*About this exercise*. Pick each line that has "road" out of the records.

*Input records*.

________________

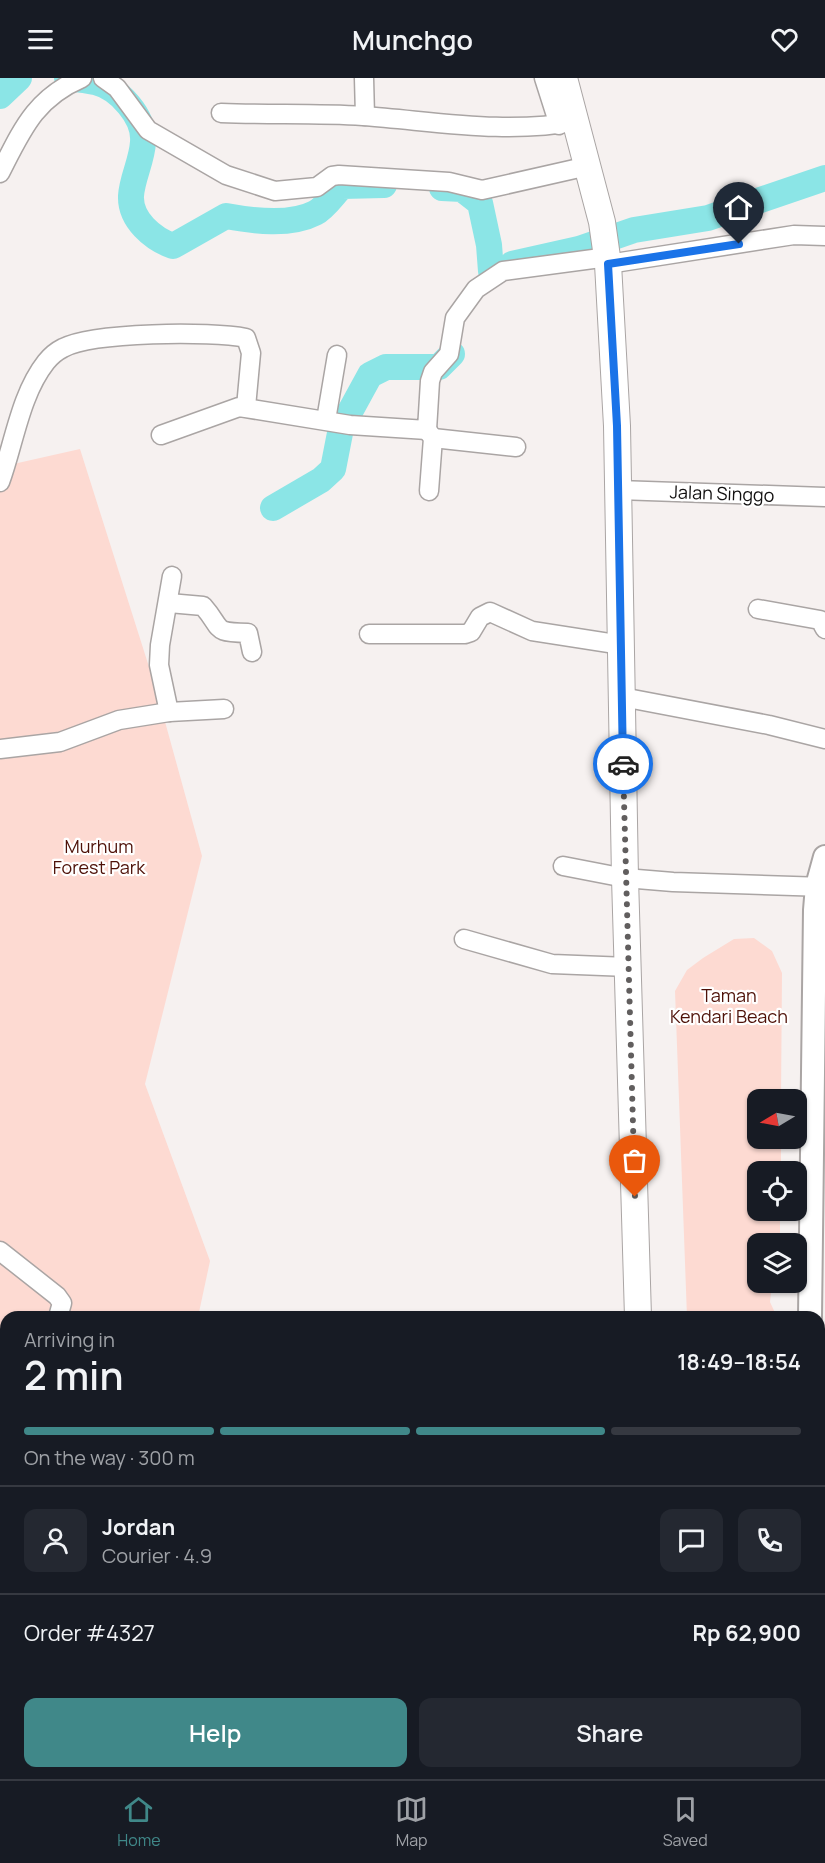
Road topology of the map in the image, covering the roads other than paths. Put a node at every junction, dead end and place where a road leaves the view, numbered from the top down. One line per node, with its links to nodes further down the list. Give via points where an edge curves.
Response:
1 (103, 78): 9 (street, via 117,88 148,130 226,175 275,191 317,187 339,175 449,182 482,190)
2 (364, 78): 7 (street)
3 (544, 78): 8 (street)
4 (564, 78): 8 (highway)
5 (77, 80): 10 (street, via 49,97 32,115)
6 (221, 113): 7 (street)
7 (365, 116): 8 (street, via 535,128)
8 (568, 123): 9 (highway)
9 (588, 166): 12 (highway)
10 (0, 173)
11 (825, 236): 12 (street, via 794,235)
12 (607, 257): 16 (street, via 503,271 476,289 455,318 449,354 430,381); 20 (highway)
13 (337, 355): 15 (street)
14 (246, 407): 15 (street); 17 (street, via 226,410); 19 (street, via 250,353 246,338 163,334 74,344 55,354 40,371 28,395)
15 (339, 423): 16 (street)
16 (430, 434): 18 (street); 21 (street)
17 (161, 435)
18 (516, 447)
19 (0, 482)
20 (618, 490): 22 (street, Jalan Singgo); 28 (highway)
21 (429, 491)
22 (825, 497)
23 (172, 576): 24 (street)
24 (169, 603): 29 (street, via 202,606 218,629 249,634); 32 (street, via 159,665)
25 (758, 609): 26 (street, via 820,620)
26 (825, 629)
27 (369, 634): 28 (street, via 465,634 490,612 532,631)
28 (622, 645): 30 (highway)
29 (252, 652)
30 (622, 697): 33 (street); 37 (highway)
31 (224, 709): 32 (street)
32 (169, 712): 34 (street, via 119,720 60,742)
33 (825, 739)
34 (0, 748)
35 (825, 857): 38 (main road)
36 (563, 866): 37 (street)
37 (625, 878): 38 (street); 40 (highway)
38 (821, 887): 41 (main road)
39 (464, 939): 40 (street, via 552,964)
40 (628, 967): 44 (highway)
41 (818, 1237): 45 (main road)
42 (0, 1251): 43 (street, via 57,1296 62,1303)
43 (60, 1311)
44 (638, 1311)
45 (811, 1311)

________________

*Result for this task*.
Road topology of the map in the image, covering the roads other than paths. Put a node at every junction, dead end and place where a road leaves the view, numbered from the top down. One line per node, with its links to nodes further down the list. Give via points where an edge curves.
35 (825, 857): 38 (main road)
38 (821, 887): 41 (main road)
41 (818, 1237): 45 (main road)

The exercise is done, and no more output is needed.